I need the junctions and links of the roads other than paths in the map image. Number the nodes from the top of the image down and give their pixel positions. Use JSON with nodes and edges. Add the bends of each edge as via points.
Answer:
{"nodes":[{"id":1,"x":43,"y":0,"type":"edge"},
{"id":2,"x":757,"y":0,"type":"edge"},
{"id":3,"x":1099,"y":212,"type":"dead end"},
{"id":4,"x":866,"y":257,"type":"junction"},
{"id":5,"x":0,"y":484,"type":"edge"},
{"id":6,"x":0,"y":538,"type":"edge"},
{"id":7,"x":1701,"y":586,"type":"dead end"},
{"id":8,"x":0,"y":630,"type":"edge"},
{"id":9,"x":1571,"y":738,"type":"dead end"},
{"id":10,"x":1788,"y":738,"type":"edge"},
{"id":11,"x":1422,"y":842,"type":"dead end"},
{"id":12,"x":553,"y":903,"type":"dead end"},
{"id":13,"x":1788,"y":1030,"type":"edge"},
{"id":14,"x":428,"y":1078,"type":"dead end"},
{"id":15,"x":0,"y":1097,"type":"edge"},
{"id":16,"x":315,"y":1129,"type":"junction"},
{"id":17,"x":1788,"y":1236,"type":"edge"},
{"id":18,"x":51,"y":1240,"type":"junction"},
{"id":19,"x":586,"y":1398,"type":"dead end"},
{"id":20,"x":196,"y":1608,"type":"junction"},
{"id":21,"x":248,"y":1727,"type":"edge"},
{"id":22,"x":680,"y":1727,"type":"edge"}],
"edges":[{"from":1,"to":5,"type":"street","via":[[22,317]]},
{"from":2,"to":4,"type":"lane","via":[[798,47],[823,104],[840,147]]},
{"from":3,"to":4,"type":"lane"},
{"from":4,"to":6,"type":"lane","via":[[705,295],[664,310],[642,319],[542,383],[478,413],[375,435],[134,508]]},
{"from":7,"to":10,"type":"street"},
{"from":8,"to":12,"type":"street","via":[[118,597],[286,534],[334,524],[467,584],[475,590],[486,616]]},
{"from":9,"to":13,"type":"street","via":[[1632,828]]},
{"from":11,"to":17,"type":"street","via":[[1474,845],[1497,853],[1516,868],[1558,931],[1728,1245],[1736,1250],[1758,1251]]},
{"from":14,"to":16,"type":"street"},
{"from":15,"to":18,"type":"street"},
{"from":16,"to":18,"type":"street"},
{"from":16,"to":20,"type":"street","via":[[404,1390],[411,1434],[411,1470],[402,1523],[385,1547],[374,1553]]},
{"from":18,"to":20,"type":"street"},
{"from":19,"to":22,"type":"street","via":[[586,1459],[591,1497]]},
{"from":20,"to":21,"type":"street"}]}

--------------------------------

▶ _EXERCISE DETAILS_
Copy out all of the material, word for word.

▶ _REPLY_
I need the junctions and links of the roads other than paths in the map image. Number the nodes from the top of the image down and give their pixel positions. Use JSON with nodes and edges. Add the bends of each edge as via points.
Answer:
{"nodes":[{"id":1,"x":43,"y":0,"type":"edge"},
{"id":2,"x":757,"y":0,"type":"edge"},
{"id":3,"x":1099,"y":212,"type":"dead end"},
{"id":4,"x":866,"y":257,"type":"junction"},
{"id":5,"x":0,"y":484,"type":"edge"},
{"id":6,"x":0,"y":538,"type":"edge"},
{"id":7,"x":1701,"y":586,"type":"dead end"},
{"id":8,"x":0,"y":630,"type":"edge"},
{"id":9,"x":1571,"y":738,"type":"dead end"},
{"id":10,"x":1788,"y":738,"type":"edge"},
{"id":11,"x":1422,"y":842,"type":"dead end"},
{"id":12,"x":553,"y":903,"type":"dead end"},
{"id":13,"x":1788,"y":1030,"type":"edge"},
{"id":14,"x":428,"y":1078,"type":"dead end"},
{"id":15,"x":0,"y":1097,"type":"edge"},
{"id":16,"x":315,"y":1129,"type":"junction"},
{"id":17,"x":1788,"y":1236,"type":"edge"},
{"id":18,"x":51,"y":1240,"type":"junction"},
{"id":19,"x":586,"y":1398,"type":"dead end"},
{"id":20,"x":196,"y":1608,"type":"junction"},
{"id":21,"x":248,"y":1727,"type":"edge"},
{"id":22,"x":680,"y":1727,"type":"edge"}],
"edges":[{"from":1,"to":5,"type":"street","via":[[22,317]]},
{"from":2,"to":4,"type":"lane","via":[[798,47],[823,104],[840,147]]},
{"from":3,"to":4,"type":"lane"},
{"from":4,"to":6,"type":"lane","via":[[705,295],[664,310],[642,319],[542,383],[478,413],[375,435],[134,508]]},
{"from":7,"to":10,"type":"street"},
{"from":8,"to":12,"type":"street","via":[[118,597],[286,534],[334,524],[467,584],[475,590],[486,616]]},
{"from":9,"to":13,"type":"street","via":[[1632,828]]},
{"from":11,"to":17,"type":"street","via":[[1474,845],[1497,853],[1516,868],[1558,931],[1728,1245],[1736,1250],[1758,1251]]},
{"from":14,"to":16,"type":"street"},
{"from":15,"to":18,"type":"street"},
{"from":16,"to":18,"type":"street"},
{"from":16,"to":20,"type":"street","via":[[404,1390],[411,1434],[411,1470],[402,1523],[385,1547],[374,1553]]},
{"from":18,"to":20,"type":"street"},
{"from":19,"to":22,"type":"street","via":[[586,1459],[591,1497]]},
{"from":20,"to":21,"type":"street"}]}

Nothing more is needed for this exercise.